At the new Austrian Economists blog, Pete Boettke has a very nice post on autonomy and how freedom and responsibility affect economic models. His discussion gives some insights into the ideas underpinning James Buchanan’s work, as Pete learned it and teaches it in his courses. He reminds us of the extent to which liberty and responsibility are inextricably intertwined:
But this image of man as active chooser also requires that individuals willingly embrace the challenge of constructing their life and accept the responsibility for the consequences of their decisions. Liberty and responsibility are concepts at the core of Buchanan’s reflections on the human predictament and thus in the proper domain of economic and political analysis. The political economist inspired by Buchanan’s argument would whole heartedly [sic] agree because they find it unobjectionable that individuals want to be free to make their own choices. Autonomy is valued and cherished by individuals across the political spectrum even if they don’t recognize the full impact of the concept in their political and economic philosophy.
But Buchanan has more recently argued that we may be losing this sense of ourselves in the modern age. Autonomy is losing its appeal. The learned helplessness we have acquired by living in a political culture of preferential treatment and protection from ourselves may have left the modern mind incable of accepting the responsibilities of freedom. We are instead afraid to be free. This shift in our human imagination is perhaps the most dangerous threat to economic and political freedom we have faced yet.
This is a disturbing thought, and unfortunately one that seems plausible to me. I see it a lot in electric power policy discussions. We find ourselves at a point where many people argue that affordable electric power service is a right, not a commercial transaction. The unfortunate cultural/mental consequence of that argument is a form of learned helplessness: customers feel no responsibility to engage with active decisiveness in their energy choices. We are told how we will consume power and how much we’ll pay, so we just mentally check out, set the thermostat, leave the computers and lights on when we leave the office.
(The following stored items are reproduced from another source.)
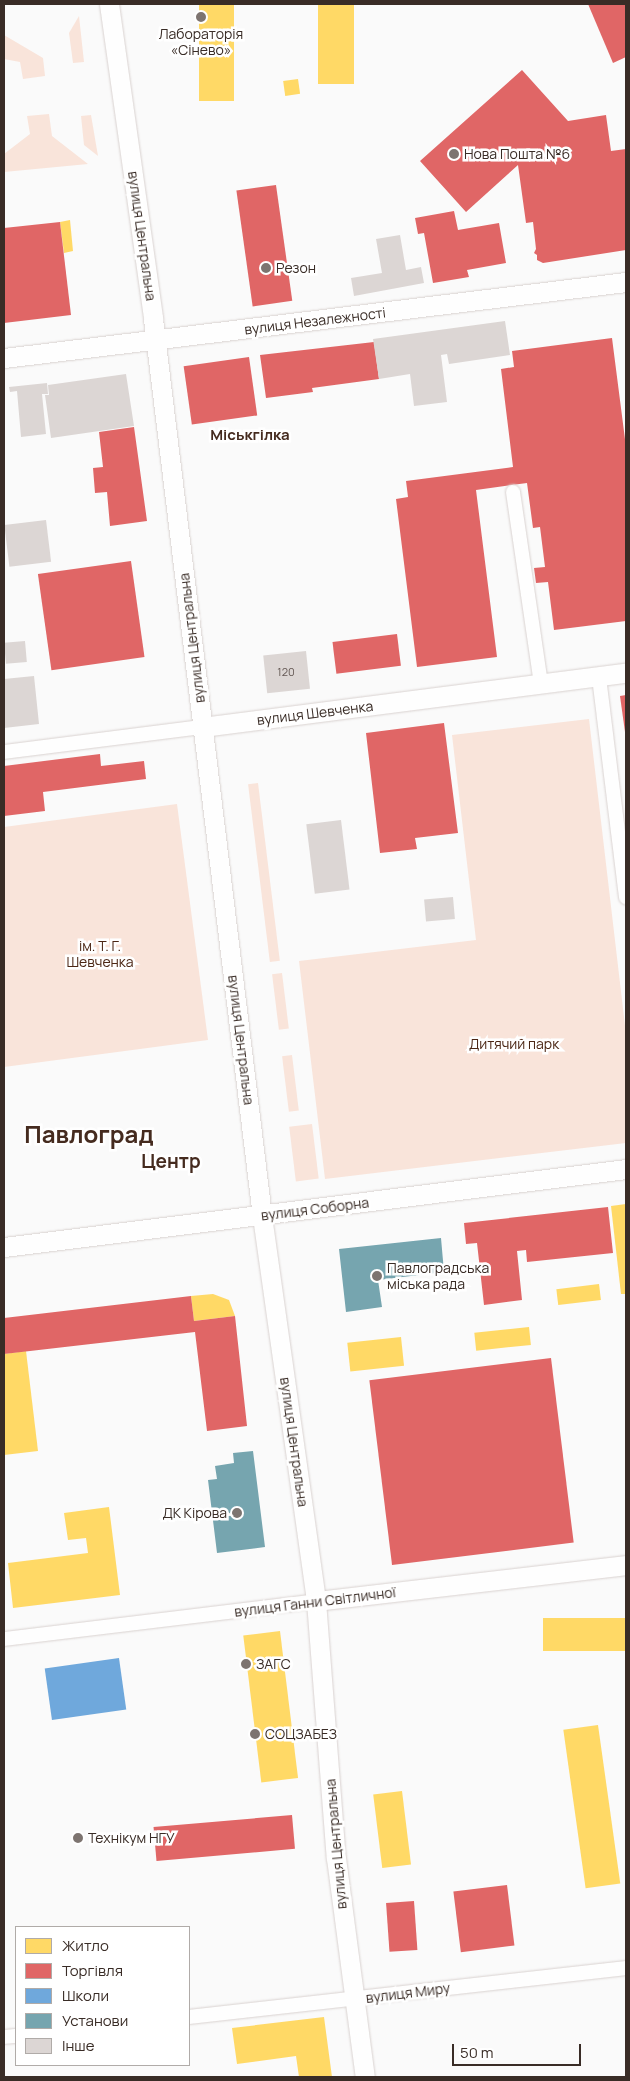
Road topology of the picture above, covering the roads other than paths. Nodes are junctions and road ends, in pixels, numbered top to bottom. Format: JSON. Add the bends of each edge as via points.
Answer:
{"nodes":[{"id":1,"x":109,"y":4,"type":"edge"},
{"id":2,"x":626,"y":282,"type":"edge"},
{"id":3,"x":156,"y":341,"type":"junction"},
{"id":4,"x":4,"y":358,"type":"edge"},
{"id":5,"x":513,"y":492,"type":"dead end"},
{"id":6,"x":626,"y":673,"type":"edge"},
{"id":7,"x":599,"y":676,"type":"junction"},
{"id":8,"x":541,"y":684,"type":"junction"},
{"id":9,"x":202,"y":727,"type":"junction"},
{"id":10,"x":4,"y":752,"type":"edge"},
{"id":11,"x":626,"y":897,"type":"edge"},
{"id":12,"x":626,"y":1169,"type":"edge"},
{"id":13,"x":262,"y":1216,"type":"junction"},
{"id":14,"x":4,"y":1247,"type":"edge"},
{"id":15,"x":626,"y":1565,"type":"edge"},
{"id":16,"x":316,"y":1601,"type":"junction"},
{"id":17,"x":4,"y":1639,"type":"edge"},
{"id":18,"x":626,"y":1968,"type":"edge"},
{"id":19,"x":354,"y":1999,"type":"junction"},
{"id":20,"x":190,"y":2017,"type":"edge"},
{"id":21,"x":365,"y":2077,"type":"edge"}],
"edges":[{"from":1,"to":3,"type":"street","name":"вулиця Центральна"},
{"from":2,"to":3,"type":"street","name":"вулиця Незалежності"},
{"from":3,"to":4,"type":"street","name":"вулиця Незалежності"},
{"from":3,"to":9,"type":"street","name":"вулиця Центральна"},
{"from":5,"to":8,"type":"street"},
{"from":6,"to":7,"type":"street","name":"вулиця Шевченка"},
{"from":7,"to":8,"type":"street","name":"вулиця Шевченка"},
{"from":7,"to":11,"type":"street"},
{"from":8,"to":9,"type":"street","name":"вулиця Шевченка"},
{"from":9,"to":10,"type":"street","name":"вулиця Шевченка"},
{"from":9,"to":13,"type":"street","name":"вулиця Центральна"},
{"from":12,"to":13,"type":"street","name":"вулиця Соборна"},
{"from":13,"to":14,"type":"street","name":"вулиця Соборна"},
{"from":13,"to":16,"type":"street","name":"вулиця Центральна"},
{"from":15,"to":16,"type":"street","name":"вулиця Ганни Світличної"},
{"from":16,"to":17,"type":"street","name":"вулиця Ганни Світличної"},
{"from":16,"to":19,"type":"street","name":"вулиця Центральна","via":[[336,1858]]},
{"from":18,"to":19,"type":"street","name":"вулиця Миру"},
{"from":19,"to":20,"type":"street","name":"вулиця Миру"},
{"from":19,"to":21,"type":"street","name":"вулиця Центральна"}]}
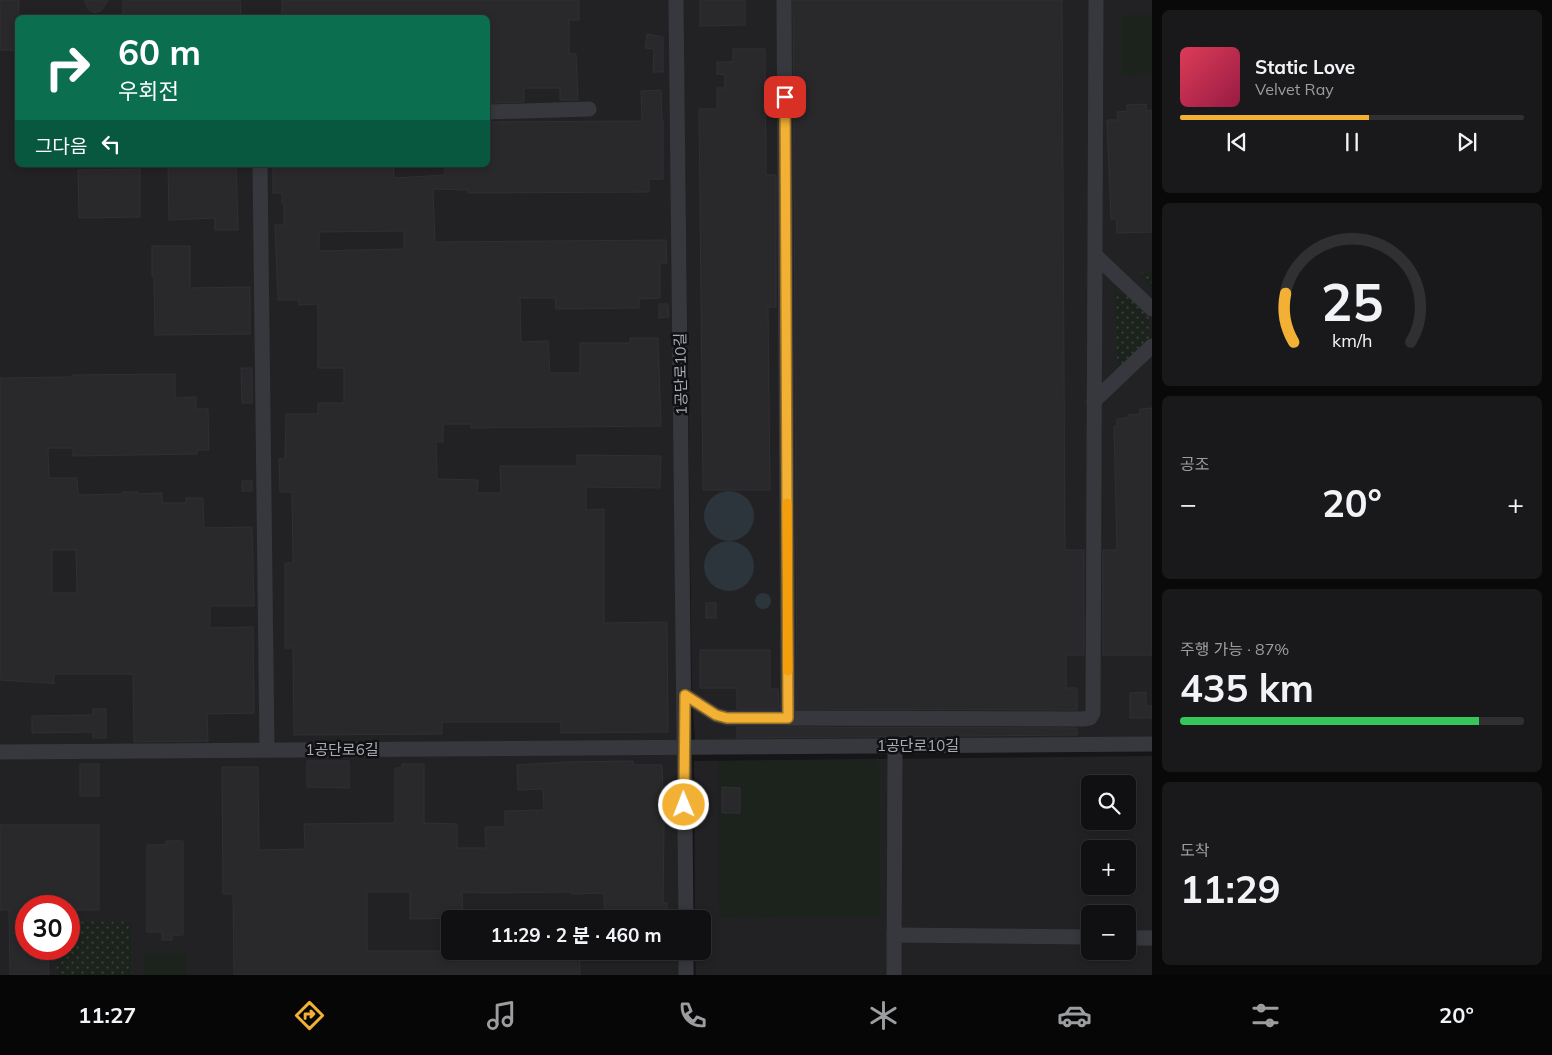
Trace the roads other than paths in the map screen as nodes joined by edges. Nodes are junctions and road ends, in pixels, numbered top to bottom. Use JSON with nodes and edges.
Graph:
{"nodes":[{"id":1,"x":676,"y":0,"type":"edge"},
{"id":2,"x":784,"y":0,"type":"edge"},
{"id":3,"x":1096,"y":0,"type":"edge"},
{"id":4,"x":589,"y":109,"type":"dead end"},
{"id":5,"x":490,"y":112,"type":"edge"},
{"id":6,"x":260,"y":167,"type":"edge"},
{"id":7,"x":1096,"y":256,"type":"junction"},
{"id":8,"x":1152,"y":310,"type":"edge"},
{"id":9,"x":1152,"y":346,"type":"edge"},
{"id":10,"x":1094,"y":401,"type":"junction"},
{"id":11,"x":685,"y":695,"type":"junction"},
{"id":12,"x":788,"y":718,"type":"junction"},
{"id":13,"x":1152,"y":744,"type":"edge"},
{"id":14,"x":895,"y":746,"type":"junction"},
{"id":15,"x":684,"y":748,"type":"junction"},
{"id":16,"x":267,"y":750,"type":"junction"},
{"id":17,"x":0,"y":752,"type":"edge"},
{"id":18,"x":686,"y":910,"type":"edge"},
{"id":19,"x":894,"y":935,"type":"junction"},
{"id":20,"x":1081,"y":937,"type":"edge"},
{"id":21,"x":1136,"y":938,"type":"edge"},
{"id":22,"x":1152,"y":938,"type":"edge"},
{"id":23,"x":686,"y":960,"type":"edge"},
{"id":24,"x":686,"y":975,"type":"edge"},
{"id":25,"x":894,"y":975,"type":"edge"}],
"edges":[{"from":1,"to":11,"type":"street","name":"1공단로10길"},
{"from":2,"to":12,"type":"street"},
{"from":3,"to":7,"type":"street"},
{"from":4,"to":5,"type":"street"},
{"from":6,"to":16,"type":"street"},
{"from":7,"to":8,"type":"street"},
{"from":7,"to":10,"type":"street"},
{"from":9,"to":10,"type":"street"},
{"from":10,"to":12,"type":"street"},
{"from":11,"to":12,"type":"street"},
{"from":11,"to":15,"type":"street","name":"1공단로10길"},
{"from":13,"to":14,"type":"street","name":"1공단로10길"},
{"from":14,"to":15,"type":"street","name":"1공단로10길"},
{"from":14,"to":19,"type":"street"},
{"from":15,"to":16,"type":"street","name":"1공단로6길"},
{"from":15,"to":18,"type":"street","name":"1공단로10길"},
{"from":16,"to":17,"type":"street","name":"1공단로6길"},
{"from":19,"to":20,"type":"street"},
{"from":19,"to":25,"type":"street"},
{"from":21,"to":22,"type":"street"},
{"from":23,"to":24,"type":"street"}]}
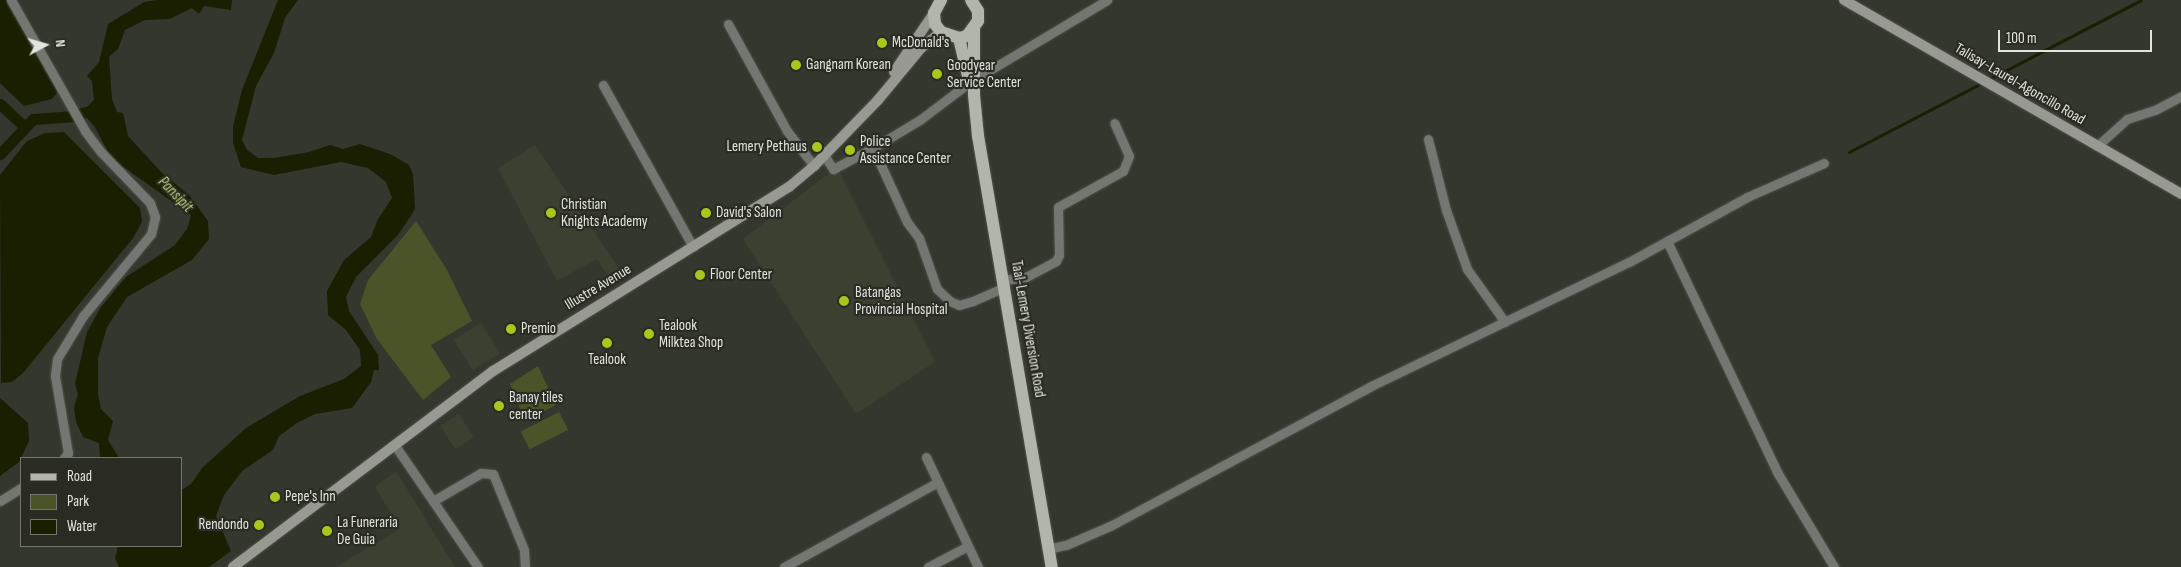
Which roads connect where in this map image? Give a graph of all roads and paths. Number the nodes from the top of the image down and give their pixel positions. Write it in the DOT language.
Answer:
graph roads {
  1 [pos="11,0"];
  2 [pos="941,0"];
  3 [pos="1107,0"];
  4 [pos="1844,0"];
  5 [pos="976,4"];
  6 [pos="934,13"];
  7 [pos="728,24"];
  8 [pos="974,29"];
  9 [pos="941,32"];
  10 [pos="959,38"];
  11 [pos="972,81"];
  12 [pos="603,85"];
  13 [pos="2181,96"];
  14 [pos="878,100"];
  15 [pos="1114,123"];
  16 [pos="1428,139"];
  17 [pos="2097,146"];
  18 [pos="873,148"];
  19 [pos="824,155"];
  20 [pos="1824,163"];
  21 [pos="814,166"];
  22 [pos="2181,194"];
  23 [pos="1667,241"];
  24 [pos="693,247"];
  25 [pos="1005,284"];
  26 [pos="1505,322"];
  27 [pos="394,444"];
  28 [pos="65,457"];
  29 [pos="926,457"];
  30 [pos="936,483"];
  31 [pos="20,489"];
  32 [pos="0,501"];
  33 [pos="433,501"];
  34 [pos="968,546"];
  35 [pos="1048,549"];
  36 [pos="233,567"];
  37 [pos="478,567"];
  38 [pos="525,567"];
  39 [pos="784,567"];
  40 [pos="928,567"];
  41 [pos="978,567"];
  42 [pos="1052,567"];
  43 [pos="1834,567"];
  1 -- 28 [label="street"];
  2 -- 6 [label="main road"];
  3 -- 11 [label="street"];
  4 -- 17 [label="main road, Talisay-Laurel-Agoncillo Road"];
  5 -- 8 [label="main road, Taal-Lemery Diversion Road"];
  6 -- 9 [label="main road"];
  6 -- 14 [label="main road, Illustre Avenue"];
  7 -- 21 [label="street"];
  8 -- 10 [label="main road"];
  8 -- 11 [label="main road, Taal-Lemery Diversion Road"];
  9 -- 10 [label="main road"];
  9 -- 14 [label="main road, Illustre Avenue"];
  10 -- 11 [label="main road, Taal-Lemery Diversion Road"];
  11 -- 18 [label="street"];
  11 -- 25 [label="main road, Taal-Lemery Diversion Road"];
  12 -- 24 [label="street"];
  13 -- 17 [label="street"];
  14 -- 19 [label="main road, Illustre Avenue"];
  15 -- 25 [label="street"];
  16 -- 26 [label="street"];
  17 -- 22 [label="main road, Talisay-Laurel-Agoncillo Road"];
  18 -- 19 [label="street"];
  18 -- 25 [label="street"];
  19 -- 21 [label="main road, Illustre Avenue"];
  20 -- 23 [label="street"];
  21 -- 24 [label="main road, Illustre Avenue"];
  23 -- 26 [label="street"];
  23 -- 43 [label="street"];
  24 -- 27 [label="main road, Illustre Avenue"];
  25 -- 35 [label="main road, Taal-Lemery Diversion Road"];
  26 -- 35 [label="street"];
  27 -- 33 [label="street"];
  27 -- 36 [label="main road, Illustre Avenue"];
  29 -- 30 [label="street"];
  30 -- 34 [label="street"];
  30 -- 39 [label="street"];
  31 -- 32 [label="street"];
  33 -- 37 [label="street"];
  33 -- 38 [label="street"];
  34 -- 40 [label="street"];
  34 -- 41 [label="street"];
  35 -- 42 [label="main road, Taal-Lemery Diversion Road"];
}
In electric power we don’t have the freedom to choose, and we have consequently un-learned how to be responsible for our energy choices. Like Pete, and like Professor Buchanan, I worry that this mindset that accepts paternalism will erode freedom, as well as leading us to use more resources than needed to generate power, build transmission lines, and so on.
Market processes are an antidote to this self-destructive slide, because you have the freedom to act coupled with the responsibility to meet your obligations. Pete comments on this too:
We must remember that one of the 18th century arguments that Smith and his contemporaries made about the superiority of commercial society was the character development it engendered by making individuals responsible for their choices and accountable to others through the discipline of repeated dealings on the market.
Steve Horwitz has an interesting post based on Pete’s post, looking at the extent to which parenting has created children who grow up with little experience of taking responsibility or taking risk, and how that contributes to the problem Pete notices.